EXERCISE DATA -
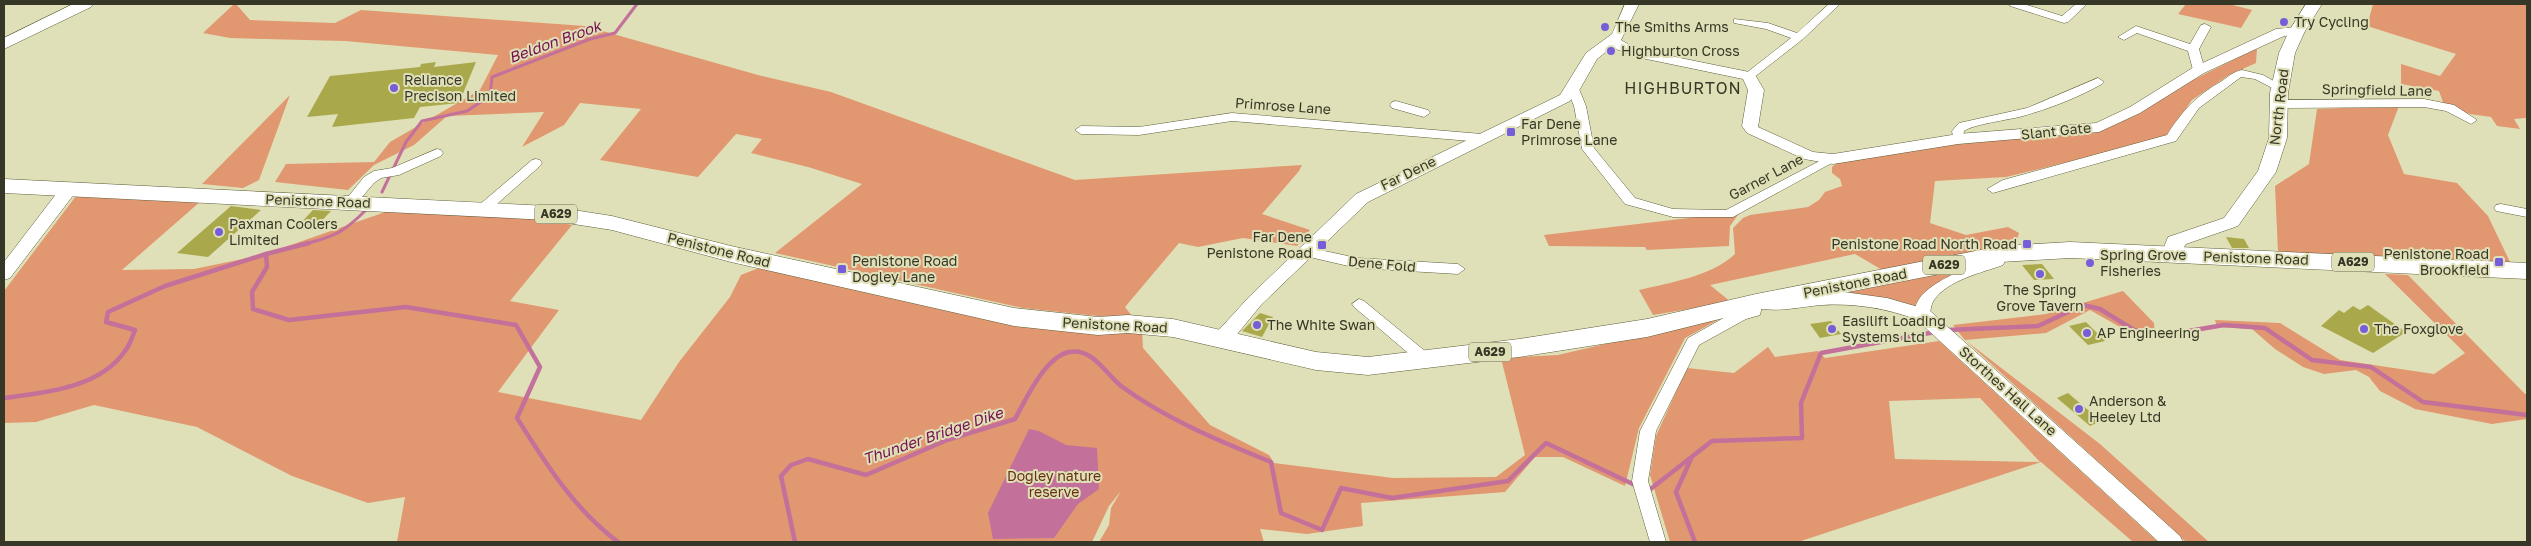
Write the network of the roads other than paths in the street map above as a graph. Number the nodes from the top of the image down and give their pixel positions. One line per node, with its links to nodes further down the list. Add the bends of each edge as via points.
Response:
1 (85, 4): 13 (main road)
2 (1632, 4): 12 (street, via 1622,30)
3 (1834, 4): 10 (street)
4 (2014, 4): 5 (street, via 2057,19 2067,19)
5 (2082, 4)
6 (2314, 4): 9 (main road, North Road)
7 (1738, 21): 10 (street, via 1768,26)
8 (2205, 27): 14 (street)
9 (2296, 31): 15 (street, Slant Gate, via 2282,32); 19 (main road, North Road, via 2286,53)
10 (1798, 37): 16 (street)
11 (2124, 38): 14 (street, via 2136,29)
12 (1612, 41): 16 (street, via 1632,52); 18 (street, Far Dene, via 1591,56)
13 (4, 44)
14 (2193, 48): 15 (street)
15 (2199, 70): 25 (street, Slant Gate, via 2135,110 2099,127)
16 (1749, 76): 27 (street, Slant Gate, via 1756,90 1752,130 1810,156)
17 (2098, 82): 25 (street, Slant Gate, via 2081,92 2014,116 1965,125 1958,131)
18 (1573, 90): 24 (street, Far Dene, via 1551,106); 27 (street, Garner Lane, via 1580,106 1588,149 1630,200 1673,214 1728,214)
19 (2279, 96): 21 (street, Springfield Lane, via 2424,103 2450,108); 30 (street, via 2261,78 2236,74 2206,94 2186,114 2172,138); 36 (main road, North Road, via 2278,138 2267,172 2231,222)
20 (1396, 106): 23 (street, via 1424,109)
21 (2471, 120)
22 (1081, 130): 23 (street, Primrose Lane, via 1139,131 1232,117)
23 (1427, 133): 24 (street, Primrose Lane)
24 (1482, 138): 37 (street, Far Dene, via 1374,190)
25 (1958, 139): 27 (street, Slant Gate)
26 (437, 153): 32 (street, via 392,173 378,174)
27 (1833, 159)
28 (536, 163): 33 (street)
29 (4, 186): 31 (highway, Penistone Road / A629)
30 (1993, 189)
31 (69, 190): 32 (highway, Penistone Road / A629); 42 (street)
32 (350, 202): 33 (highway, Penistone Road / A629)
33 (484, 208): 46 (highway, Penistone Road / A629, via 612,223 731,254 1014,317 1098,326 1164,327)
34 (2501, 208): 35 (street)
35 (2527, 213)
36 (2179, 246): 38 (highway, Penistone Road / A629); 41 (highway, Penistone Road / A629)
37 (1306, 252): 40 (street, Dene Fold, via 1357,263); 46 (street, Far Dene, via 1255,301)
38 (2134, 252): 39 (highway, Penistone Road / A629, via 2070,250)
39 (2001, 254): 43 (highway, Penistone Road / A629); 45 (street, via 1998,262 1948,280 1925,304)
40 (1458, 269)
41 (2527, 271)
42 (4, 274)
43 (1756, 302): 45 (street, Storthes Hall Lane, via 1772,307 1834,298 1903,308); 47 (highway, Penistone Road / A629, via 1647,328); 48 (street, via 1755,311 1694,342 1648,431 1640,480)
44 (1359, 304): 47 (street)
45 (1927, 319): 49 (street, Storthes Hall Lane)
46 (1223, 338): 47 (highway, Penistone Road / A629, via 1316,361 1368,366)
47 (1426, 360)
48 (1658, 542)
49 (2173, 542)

* * *

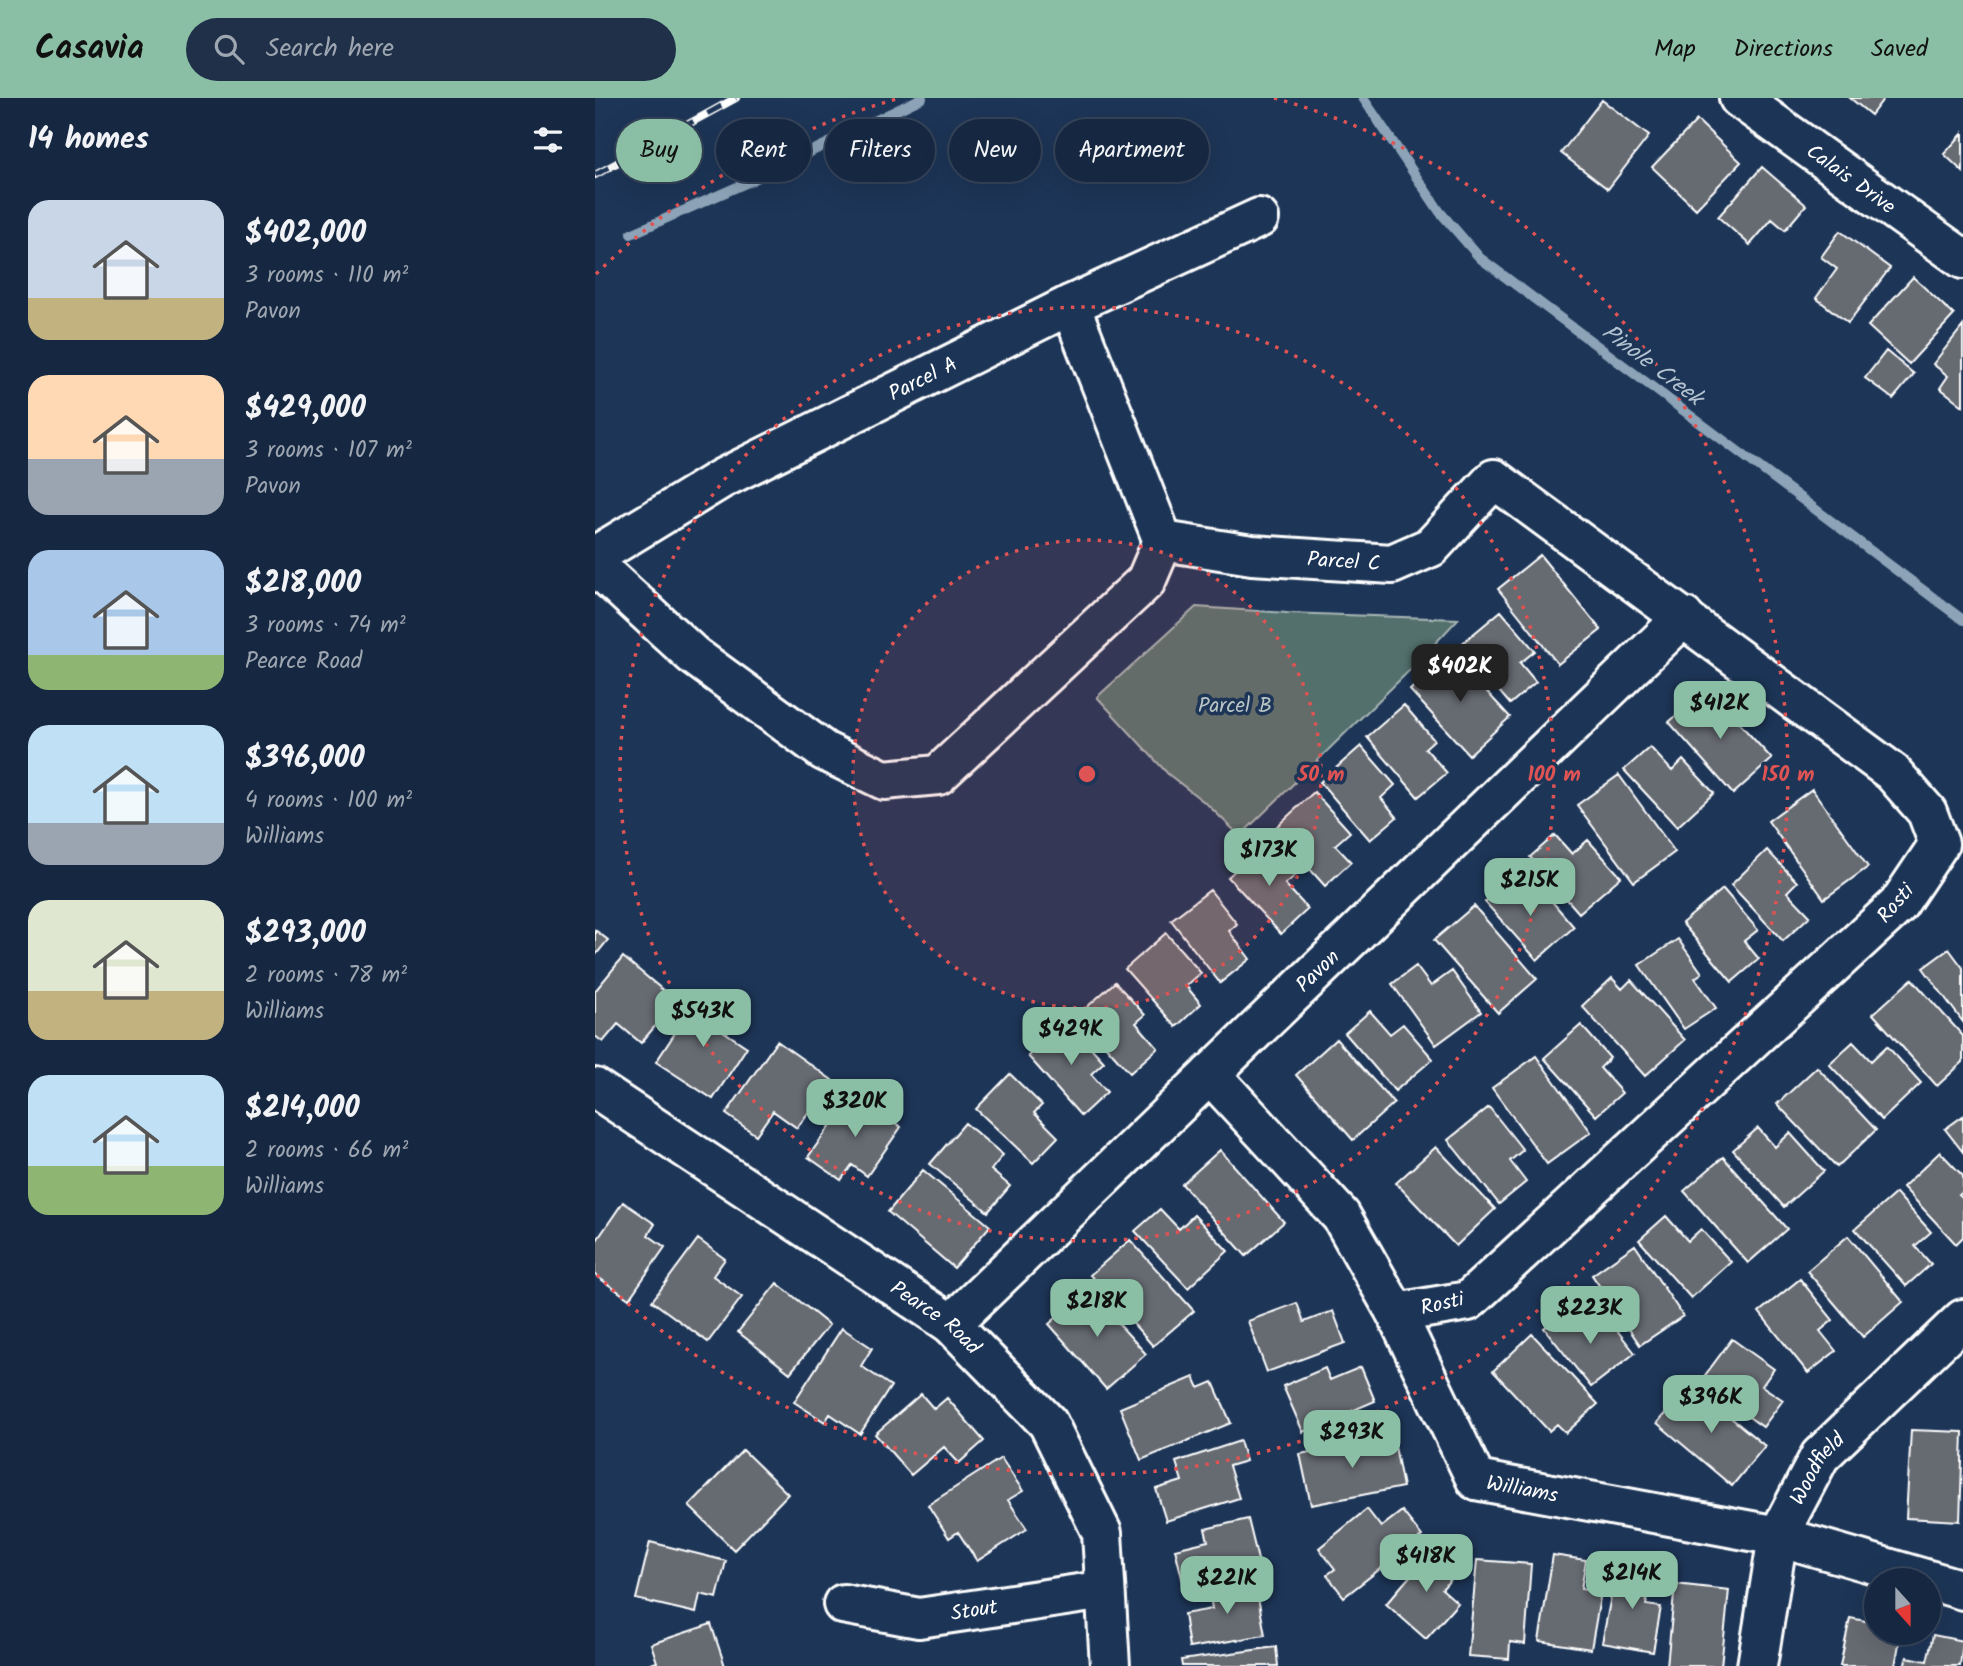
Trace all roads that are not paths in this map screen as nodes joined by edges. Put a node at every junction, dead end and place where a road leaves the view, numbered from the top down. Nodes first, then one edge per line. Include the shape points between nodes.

WHAT TO WORK ON - Only the lines that contain the string "nodes" are to be copied from the records.

RESPONSE -
Write the network of the roads other than paths in the street map above as a graph. Number the nodes from the top of the image down and give their pixel positions. One line per node, with its links to nodes further down the list. Add the bends of each edge as via points.
Trace all roads that are not paths in this map screen as nodes joined by edges. Put a node at every junction, dead end and place where a road leaves the view, numbered from the top down. Nodes first, then one edge per line. Include the shape points between nodes.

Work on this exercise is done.